→ Required work
Begin at the top of the records and copy each line exactly. The line containing "middle pip: (332, 254)" is the last one to include.

→ Dataset extract
──────

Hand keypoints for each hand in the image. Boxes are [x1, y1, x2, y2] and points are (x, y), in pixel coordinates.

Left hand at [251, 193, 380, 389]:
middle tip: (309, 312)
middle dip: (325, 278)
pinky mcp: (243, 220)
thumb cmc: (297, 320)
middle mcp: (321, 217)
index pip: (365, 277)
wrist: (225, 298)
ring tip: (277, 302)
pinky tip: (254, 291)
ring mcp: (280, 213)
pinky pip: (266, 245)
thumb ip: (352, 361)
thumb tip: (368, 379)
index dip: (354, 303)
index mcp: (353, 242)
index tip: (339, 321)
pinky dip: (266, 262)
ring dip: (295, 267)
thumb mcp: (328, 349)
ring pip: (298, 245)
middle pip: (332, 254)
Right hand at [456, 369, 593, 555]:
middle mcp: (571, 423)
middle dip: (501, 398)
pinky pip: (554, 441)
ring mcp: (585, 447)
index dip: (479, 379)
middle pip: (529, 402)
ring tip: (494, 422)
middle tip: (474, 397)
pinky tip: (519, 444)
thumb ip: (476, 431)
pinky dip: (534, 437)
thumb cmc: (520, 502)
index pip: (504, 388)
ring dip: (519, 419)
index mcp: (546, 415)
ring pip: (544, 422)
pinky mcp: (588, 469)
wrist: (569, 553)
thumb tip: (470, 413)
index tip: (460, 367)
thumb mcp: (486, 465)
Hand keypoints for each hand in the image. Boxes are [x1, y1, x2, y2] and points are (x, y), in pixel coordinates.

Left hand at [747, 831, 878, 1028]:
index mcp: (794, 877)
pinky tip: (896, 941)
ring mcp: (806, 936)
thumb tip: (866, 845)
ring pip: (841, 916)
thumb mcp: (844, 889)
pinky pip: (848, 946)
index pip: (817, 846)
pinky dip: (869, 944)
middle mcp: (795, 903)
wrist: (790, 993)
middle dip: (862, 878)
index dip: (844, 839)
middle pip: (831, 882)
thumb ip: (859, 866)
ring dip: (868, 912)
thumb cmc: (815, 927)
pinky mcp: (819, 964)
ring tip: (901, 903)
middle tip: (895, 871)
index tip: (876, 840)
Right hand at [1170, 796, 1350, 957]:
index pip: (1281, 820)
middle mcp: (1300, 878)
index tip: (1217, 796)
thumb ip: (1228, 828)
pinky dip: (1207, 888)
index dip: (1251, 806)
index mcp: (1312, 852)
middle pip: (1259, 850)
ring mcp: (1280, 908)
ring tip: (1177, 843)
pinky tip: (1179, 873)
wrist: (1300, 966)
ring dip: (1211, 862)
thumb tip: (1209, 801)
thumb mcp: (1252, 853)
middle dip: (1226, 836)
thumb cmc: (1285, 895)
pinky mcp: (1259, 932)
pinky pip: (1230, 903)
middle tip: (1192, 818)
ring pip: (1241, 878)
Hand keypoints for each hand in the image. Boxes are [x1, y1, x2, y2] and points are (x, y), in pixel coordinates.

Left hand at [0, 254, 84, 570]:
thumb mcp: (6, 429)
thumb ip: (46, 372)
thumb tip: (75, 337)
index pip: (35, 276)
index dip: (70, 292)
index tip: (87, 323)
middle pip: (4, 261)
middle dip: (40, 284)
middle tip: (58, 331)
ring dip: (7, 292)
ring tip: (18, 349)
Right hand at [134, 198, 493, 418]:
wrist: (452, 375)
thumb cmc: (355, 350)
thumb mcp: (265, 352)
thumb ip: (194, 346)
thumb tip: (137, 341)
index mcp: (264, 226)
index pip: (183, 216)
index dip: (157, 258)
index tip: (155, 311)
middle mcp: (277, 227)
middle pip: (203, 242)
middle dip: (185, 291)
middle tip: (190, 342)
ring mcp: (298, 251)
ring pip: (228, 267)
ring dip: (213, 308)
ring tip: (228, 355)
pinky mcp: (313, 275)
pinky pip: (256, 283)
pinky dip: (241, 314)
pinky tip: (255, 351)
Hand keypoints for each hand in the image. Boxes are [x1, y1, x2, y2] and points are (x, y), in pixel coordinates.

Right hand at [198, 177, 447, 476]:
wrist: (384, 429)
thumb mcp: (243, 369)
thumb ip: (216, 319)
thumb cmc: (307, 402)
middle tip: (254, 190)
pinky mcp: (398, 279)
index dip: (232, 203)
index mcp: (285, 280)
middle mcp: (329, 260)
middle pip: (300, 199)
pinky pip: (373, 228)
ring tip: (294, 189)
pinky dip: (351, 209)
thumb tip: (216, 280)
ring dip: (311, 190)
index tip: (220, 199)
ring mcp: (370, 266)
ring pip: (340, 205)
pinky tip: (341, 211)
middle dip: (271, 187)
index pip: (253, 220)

──────

→ Exercise solution
Hand keypoints for each hand in the image. Boxes are [x1, y1, x2, y2] and points are (x, y), in pixel coordinates.

Left hand at [251, 193, 380, 389]:
middle tip: (309, 312)
middle dip: (325, 278)
pinky mcp: (243, 220)
thumb cmc: (297, 320)
middle mcp: (321, 217)
index pip: (365, 277)
wrist: (225, 298)
ring tip: (277, 302)
pinky tip: (254, 291)
ring mcp: (280, 213)
pinky pip: (266, 245)
thumb ip: (352, 361)
thumb tip: (368, 379)
index dip: (354, 303)
index mcp: (353, 242)
index tip: (339, 321)
pinky dip: (266, 262)
ring dip: (295, 267)
thumb mcp: (328, 349)
ring pip: (298, 245)
middle pip: (332, 254)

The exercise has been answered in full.